The Dominica Geothermal Development Company Limited in collaboration with the Ministry of Trade, Energy and Employment conducted testing of the well in that area recently.
Dougls said the concept design for the geothermal plant has been completed including the revised route for the re-injection pipeline from Laudat to Wotten Waven and Trafalgar.
“Negotiations between the World Bank and the government on funding to build the power plant has been finalized, so in fact we have all of the money we need to start building the Geothermal Development Plant,” according to Douglas.
Lands he said have also been identified for the project and the ministry of lands is now working on acquiring that land from the owners.
“Those land owners have been written to advising them of the pending acquisition process for the government to acquire the lands needed to place the geothermal plant,” Douglas stated.

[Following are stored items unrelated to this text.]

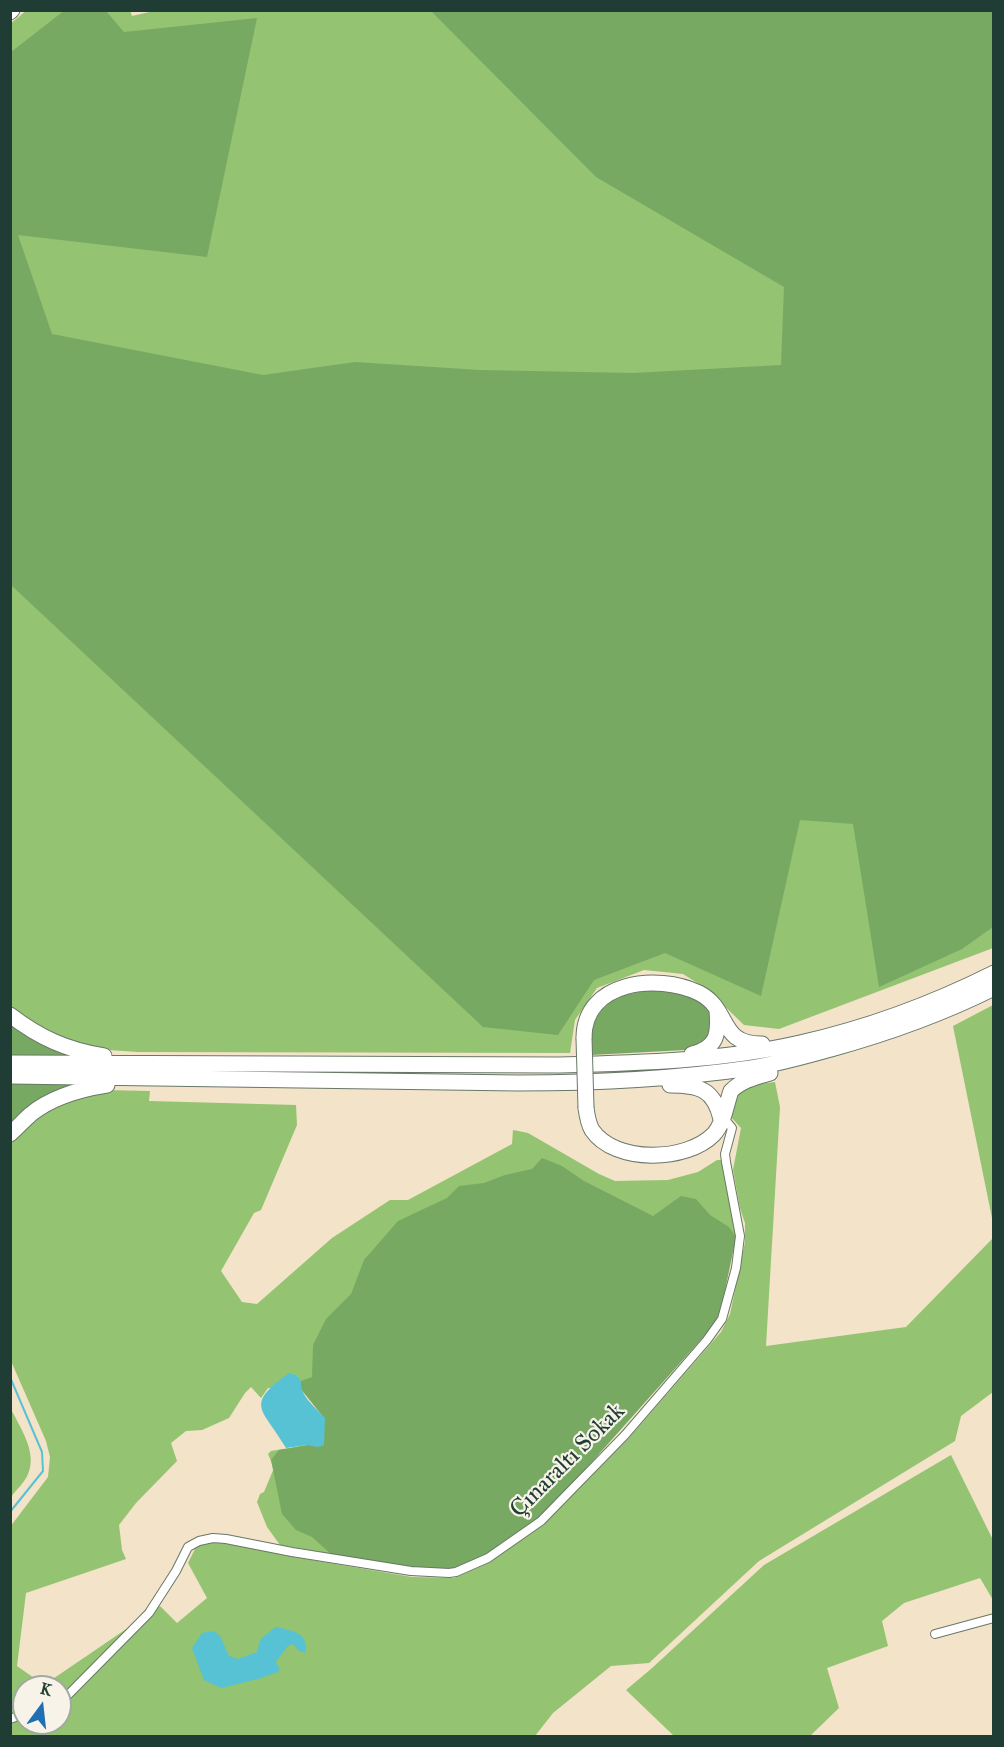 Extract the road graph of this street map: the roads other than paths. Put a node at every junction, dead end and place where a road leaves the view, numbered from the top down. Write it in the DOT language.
graph roads {
  1 [pos="993,973"];
  2 [pos="993,988"];
  3 [pos="716,1008"];
  4 [pos="10,1015"];
  5 [pos="892,1032"];
  6 [pos="798,1044"];
  7 [pos="10,1063"];
  8 [pos="635,1063"];
  9 [pos="182,1064"];
  10 [pos="10,1076"];
  11 [pos="137,1079"];
  12 [pos="571,1083"];
  13 [pos="721,1119"];
  14 [pos="10,1134"];
  15 [pos="993,1618"];
  16 [pos="935,1634"];
  17 [pos="72,1691"];
  1 -- 6 [label="highway"];
  2 -- 5 [label="highway"];
  3 -- 6 [label="highway"];
  3 -- 8 [label="highway"];
  3 -- 13 [label="highway, bridge"];
  4 -- 9 [label="highway"];
  5 -- 12 [label="highway"];
  5 -- 13 [label="highway"];
  6 -- 8 [label="highway"];
  7 -- 9 [label="highway"];
  8 -- 9 [label="highway"];
  10 -- 11 [label="highway"];
  11 -- 12 [label="highway"];
  11 -- 14 [label="highway"];
  12 -- 13 [label="highway"];
  13 -- 17 [label="street, Çınaraltı Sokak"];
  15 -- 16 [label="street"];
}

The government has reportedly spent over $50-million exploring the island’s geothermal potential but there have been complaints in some quarters that the project has been placed on the back burner.
The quest by the current administration to tap Dominica’s geothermal energy potential started as far back as 2011 when the government signed a contract for the exploratory drilling of geothermal wells in the Roseau Valley.
Drilling for the island’s geothermal project officially ended in 2015 and the project entered a new stage.
In his budget address that same year, Prime Minister Skerrit said that negotiations were underway for a joint venture with a French investment consortium, to build and operate the domestic plant with the aim of exporting electricity to Guadeloupe and Martinique.
The government subsequently announced in 2016, that it had taken a decision to run the geothermal project as a company solely owned by the government and people of Dominica and would go ahead alone, in constructing a small geothermal plant in Dominica. Then, it committed to investing US$15M into the geothermal company with funds from the Citizenship by Investment Programme (CBI).
In September 2016, Dominica and New Zealand signed an EC$4-million Partnership Agreement to support the construction of a 7 MW geothermal power plant on the island.
It is the governments hope to make Dominica the world’s first climate resilient country with a cheaper, cleaner, more reliable source of energy.